(muzyka)
Zastanawiacie się nieraz jak to jest kiedy narkoman zaćpa się do stanu nieprzytomności ? Ja coś o tym wiem. Działo się to w lato 2012. Impreza na plaży trwała w najlepsze. Wszyscy byli już pijani i zjarani ziołem. Stałam na molo i oglądałam zachód słońca gdy podszedł do mnie jakiś chłopak.
- Chcesz towar ? - zapytał.
- Coo ?!?! niee no coś ty. Ja nie biorę narkotyków. - oznajmiłam.
- Jesteś nie w humorze, a to Ci na pewno pomoże. - podał mi strzykawkę. Pokazał jak to się robi. Na początku się bałam i to cholernie. Pomógł mi. Poczułam mocne ukłucie w nadgarstku. Nie miałam odwagi otworzyć oczu, by na to patrzeć. Z oka poleciała mi łza.
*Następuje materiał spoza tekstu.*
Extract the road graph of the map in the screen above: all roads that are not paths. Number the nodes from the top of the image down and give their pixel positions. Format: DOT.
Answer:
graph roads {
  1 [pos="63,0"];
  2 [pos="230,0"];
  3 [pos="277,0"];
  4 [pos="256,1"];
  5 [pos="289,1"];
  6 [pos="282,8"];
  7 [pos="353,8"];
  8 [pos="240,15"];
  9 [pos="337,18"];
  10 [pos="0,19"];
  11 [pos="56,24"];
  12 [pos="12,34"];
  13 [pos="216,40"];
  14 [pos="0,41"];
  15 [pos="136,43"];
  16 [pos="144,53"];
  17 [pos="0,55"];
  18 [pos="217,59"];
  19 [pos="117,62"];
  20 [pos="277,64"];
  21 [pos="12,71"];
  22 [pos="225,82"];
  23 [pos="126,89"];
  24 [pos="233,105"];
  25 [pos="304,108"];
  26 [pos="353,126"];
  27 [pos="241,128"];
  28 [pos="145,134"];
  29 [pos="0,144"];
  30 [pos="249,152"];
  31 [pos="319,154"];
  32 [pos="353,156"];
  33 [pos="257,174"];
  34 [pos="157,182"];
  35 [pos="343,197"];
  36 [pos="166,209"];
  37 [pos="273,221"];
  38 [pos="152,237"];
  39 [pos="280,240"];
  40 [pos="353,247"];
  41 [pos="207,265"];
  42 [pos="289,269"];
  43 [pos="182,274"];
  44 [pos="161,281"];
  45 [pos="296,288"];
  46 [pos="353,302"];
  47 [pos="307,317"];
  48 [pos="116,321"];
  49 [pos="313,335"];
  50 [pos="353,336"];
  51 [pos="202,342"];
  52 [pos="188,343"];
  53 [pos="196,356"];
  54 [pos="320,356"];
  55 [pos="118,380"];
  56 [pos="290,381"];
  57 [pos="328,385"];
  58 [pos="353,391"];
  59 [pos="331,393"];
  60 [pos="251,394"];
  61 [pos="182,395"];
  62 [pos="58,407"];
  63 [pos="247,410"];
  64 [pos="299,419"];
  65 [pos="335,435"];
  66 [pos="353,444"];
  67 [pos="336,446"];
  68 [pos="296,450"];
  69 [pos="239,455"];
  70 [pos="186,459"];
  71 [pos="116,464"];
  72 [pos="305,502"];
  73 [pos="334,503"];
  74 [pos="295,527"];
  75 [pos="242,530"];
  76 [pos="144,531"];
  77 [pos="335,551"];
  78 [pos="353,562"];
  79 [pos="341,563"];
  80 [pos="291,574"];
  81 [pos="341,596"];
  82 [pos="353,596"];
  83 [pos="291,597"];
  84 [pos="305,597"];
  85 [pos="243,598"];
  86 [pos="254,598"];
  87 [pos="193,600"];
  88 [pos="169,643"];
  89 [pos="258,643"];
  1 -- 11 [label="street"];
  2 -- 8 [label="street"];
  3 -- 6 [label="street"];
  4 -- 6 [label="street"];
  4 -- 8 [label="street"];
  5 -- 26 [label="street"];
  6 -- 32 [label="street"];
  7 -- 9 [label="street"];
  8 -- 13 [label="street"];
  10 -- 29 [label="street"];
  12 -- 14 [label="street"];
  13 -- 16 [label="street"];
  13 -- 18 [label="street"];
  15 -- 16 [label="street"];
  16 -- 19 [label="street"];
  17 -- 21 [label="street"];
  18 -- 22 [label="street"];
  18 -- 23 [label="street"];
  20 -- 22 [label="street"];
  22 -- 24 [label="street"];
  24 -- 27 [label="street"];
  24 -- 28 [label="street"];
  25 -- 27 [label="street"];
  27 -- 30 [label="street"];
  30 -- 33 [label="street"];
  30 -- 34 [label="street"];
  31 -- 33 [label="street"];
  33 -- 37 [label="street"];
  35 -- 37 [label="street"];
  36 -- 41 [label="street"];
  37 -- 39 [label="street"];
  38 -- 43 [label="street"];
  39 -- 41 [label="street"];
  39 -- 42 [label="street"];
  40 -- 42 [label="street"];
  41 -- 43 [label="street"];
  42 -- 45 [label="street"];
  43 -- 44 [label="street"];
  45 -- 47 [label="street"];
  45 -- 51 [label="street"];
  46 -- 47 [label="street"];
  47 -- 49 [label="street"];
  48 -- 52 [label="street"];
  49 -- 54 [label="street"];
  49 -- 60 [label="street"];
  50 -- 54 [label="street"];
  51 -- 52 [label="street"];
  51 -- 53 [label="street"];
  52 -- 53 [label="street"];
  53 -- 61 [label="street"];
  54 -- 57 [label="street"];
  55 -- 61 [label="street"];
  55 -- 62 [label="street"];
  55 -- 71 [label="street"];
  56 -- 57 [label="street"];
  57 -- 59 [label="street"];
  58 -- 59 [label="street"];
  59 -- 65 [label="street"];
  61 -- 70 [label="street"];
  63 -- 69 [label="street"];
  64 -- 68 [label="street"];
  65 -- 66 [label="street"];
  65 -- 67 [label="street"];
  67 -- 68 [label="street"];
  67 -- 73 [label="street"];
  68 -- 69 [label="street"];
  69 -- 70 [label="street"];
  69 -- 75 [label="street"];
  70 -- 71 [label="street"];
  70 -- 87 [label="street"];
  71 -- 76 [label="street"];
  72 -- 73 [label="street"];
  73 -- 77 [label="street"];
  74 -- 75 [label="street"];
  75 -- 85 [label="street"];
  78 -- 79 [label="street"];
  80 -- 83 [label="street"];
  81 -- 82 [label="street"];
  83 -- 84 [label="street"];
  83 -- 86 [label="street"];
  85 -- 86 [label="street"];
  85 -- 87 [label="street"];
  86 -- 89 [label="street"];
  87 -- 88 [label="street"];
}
Gdy było już po wszystkim oddychałam bardzo szybko... bałam się. Ten chłopak przytulił mnie i odszedł. Od tamtej pory codziennie biorę narkotyki. Stałam się narkomanką. To jest dla mnie jak jedzenie. Strasznie schudłam i zaczęłam dużo przeklinać. Bez opamiętania. Po paru miesiącach zaproponowano mi pracę photomodelki, zgodziłam się. Dobrze zarabiam, a do tego jeszcze rodzice. Dostaję od nich pieniądze. Wtedy się zaczęło... mama zaczęła coś podejrzewać. Pewnego pięknego dnia wróciłam do domu z Zarą. Przed wejściem kazałam jej mnie kryć w razie czego. Pamiętam to jakby zdarzyło się wczoraj. Mama znalazła w moim pokoju prochy.
- Co to jest Marnie !! Wytłumacz mi to !!! - krzyczała.
- Skąd to masz ? - zapytała spokojnie.
- Ty już dobrze wiesz !! - krzyczała cała we łzach. - Jutro jedziesz do ośrodka na odwyk ! Może wtedy się czegoś nauczysz, bo podejrzewam, że bierzesz prochy już od dawna... Masz dopiero 17 lat dziecko... gdzie popełniłam błąd w wychowywaniu Ciebie...- głos się jej łamał z każdą sekundą. Więc podsumowując jestem już od roku na odwyku. Dalej ćpam, pracuję i zarabiam. Wszystko idzie na prochy. Zaprzyjaźniłam się z jednym chłopakiem i razem wciągamy. Nazywa się Willy i jest w moim wieku. On załatwia dragi a ja daje kasę. Jak to się mówi "bez przypału nie ma życia".